Segment Start: Records supplied

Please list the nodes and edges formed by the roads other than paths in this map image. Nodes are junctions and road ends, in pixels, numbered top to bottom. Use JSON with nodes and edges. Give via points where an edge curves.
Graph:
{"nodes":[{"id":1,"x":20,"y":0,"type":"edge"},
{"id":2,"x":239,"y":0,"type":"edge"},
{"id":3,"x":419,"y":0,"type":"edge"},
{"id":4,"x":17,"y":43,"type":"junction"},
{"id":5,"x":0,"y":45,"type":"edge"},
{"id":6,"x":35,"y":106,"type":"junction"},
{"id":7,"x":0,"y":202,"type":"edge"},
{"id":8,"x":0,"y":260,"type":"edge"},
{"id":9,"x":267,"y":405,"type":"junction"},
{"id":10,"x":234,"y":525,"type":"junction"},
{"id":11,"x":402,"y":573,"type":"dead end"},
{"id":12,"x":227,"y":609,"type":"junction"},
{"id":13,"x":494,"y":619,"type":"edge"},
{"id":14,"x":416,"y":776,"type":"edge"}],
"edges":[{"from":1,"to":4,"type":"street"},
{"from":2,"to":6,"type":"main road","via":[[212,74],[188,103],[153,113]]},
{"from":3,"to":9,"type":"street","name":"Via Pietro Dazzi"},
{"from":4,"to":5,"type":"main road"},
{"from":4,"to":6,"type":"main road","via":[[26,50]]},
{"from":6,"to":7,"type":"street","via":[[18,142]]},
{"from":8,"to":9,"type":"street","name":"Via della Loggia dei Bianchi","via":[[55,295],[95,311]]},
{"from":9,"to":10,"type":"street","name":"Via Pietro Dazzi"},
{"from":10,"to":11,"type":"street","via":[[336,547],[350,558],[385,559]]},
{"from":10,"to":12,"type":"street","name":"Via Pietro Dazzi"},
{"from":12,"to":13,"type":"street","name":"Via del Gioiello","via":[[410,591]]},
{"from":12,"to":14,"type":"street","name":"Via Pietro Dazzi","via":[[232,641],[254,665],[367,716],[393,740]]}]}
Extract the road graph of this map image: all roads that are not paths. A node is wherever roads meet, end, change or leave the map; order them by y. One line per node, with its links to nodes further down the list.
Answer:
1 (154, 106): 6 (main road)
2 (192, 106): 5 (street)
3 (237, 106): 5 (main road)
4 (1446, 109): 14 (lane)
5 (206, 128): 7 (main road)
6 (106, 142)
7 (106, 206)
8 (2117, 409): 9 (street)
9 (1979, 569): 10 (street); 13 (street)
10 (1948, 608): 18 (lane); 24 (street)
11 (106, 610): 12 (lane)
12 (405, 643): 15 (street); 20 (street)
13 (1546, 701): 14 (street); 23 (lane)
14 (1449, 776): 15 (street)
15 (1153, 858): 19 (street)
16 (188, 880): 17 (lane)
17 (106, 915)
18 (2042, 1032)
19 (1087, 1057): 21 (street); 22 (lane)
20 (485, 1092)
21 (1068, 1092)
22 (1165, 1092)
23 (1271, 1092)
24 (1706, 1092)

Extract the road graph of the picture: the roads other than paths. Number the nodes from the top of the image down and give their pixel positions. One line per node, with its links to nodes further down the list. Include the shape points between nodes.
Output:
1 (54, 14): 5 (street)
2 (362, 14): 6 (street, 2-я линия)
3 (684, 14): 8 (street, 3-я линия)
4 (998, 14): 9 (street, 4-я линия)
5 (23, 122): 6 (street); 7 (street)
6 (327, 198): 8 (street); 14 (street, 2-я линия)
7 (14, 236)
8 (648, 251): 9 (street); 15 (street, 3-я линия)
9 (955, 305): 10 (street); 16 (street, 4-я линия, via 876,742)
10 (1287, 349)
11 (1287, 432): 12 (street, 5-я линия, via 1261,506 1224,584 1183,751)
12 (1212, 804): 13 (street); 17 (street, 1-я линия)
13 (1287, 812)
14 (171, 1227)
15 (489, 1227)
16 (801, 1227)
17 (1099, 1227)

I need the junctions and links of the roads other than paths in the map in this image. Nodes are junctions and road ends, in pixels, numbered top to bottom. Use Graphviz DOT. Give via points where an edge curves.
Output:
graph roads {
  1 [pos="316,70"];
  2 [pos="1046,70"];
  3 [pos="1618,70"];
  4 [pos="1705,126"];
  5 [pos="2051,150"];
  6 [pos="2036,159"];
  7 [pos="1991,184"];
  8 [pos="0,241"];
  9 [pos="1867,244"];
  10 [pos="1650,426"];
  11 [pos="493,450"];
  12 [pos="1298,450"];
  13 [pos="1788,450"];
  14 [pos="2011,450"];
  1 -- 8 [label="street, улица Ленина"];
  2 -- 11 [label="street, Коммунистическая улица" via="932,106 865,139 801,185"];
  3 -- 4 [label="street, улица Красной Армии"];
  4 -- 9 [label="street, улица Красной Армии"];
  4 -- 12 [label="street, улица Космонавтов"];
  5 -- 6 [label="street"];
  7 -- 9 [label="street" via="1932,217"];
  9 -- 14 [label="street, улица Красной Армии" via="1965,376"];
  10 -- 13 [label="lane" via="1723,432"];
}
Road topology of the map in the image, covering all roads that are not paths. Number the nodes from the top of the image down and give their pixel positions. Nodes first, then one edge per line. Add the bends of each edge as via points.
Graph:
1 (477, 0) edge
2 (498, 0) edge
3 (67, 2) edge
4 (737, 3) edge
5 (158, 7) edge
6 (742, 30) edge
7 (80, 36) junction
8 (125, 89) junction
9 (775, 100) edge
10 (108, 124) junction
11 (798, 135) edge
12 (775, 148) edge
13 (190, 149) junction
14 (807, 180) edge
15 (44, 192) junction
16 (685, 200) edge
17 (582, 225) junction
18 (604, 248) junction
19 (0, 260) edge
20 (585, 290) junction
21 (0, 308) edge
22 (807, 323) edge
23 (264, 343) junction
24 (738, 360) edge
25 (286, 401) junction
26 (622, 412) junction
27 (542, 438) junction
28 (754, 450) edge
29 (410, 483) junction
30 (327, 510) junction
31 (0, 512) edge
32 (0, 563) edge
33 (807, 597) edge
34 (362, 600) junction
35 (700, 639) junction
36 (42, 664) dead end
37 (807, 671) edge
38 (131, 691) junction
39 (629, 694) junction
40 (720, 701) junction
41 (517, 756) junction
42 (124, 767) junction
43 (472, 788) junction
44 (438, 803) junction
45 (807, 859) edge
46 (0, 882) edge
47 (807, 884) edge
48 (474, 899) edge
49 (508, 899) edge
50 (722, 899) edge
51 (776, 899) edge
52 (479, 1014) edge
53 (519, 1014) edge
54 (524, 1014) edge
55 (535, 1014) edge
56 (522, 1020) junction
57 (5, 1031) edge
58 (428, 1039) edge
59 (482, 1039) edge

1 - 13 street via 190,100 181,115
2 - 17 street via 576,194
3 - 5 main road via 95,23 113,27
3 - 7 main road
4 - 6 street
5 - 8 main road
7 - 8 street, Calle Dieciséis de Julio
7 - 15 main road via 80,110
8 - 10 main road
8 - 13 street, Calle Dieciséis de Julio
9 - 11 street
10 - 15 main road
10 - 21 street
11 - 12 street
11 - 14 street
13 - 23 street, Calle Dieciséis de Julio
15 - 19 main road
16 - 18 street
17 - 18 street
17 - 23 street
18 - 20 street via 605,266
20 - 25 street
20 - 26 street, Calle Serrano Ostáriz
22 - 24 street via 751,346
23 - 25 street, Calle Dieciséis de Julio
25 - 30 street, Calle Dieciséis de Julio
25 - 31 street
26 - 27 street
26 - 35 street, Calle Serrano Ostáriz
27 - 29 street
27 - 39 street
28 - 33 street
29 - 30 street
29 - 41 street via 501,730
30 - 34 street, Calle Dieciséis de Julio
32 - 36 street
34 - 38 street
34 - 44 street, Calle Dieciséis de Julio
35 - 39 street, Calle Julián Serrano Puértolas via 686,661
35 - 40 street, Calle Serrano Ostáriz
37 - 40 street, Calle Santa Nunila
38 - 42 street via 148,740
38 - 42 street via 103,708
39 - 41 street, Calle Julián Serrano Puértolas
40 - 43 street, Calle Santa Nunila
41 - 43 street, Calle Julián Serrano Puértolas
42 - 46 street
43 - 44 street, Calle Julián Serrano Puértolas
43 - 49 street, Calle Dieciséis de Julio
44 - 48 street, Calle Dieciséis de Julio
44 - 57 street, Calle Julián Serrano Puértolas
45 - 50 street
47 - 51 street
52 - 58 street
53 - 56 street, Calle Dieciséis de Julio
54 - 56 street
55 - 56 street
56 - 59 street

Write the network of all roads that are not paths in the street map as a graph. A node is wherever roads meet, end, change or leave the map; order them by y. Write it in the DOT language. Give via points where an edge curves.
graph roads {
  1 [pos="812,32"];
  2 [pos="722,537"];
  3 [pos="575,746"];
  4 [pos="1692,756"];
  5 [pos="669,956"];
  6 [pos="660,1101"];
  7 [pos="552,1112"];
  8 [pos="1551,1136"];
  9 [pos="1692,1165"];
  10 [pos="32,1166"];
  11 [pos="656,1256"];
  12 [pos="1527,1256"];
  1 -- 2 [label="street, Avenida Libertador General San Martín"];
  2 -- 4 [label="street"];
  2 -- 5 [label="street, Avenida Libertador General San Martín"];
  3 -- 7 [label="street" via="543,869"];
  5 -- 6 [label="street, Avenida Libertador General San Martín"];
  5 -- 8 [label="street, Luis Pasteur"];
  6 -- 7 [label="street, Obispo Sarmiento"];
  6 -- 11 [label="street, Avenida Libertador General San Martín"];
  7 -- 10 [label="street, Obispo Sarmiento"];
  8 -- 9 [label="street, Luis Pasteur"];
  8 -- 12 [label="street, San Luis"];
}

Segment End: Records supplied

--- Exercise directions ---
Search the data above for lines holding "numbered" and copy each of them.

--- Expected answer ---
Please list the nodes and edges formed by the roads other than paths in this map image. Nodes are junctions and road ends, in pixels, numbered top to bottom. Use JSON with nodes and edges. Give via points where an edge curves.
I need the junctions and links of the roads other than paths in the map in this image. Nodes are junctions and road ends, in pixels, numbered top to bottom. Use Graphviz DOT. Give via points where an edge curves.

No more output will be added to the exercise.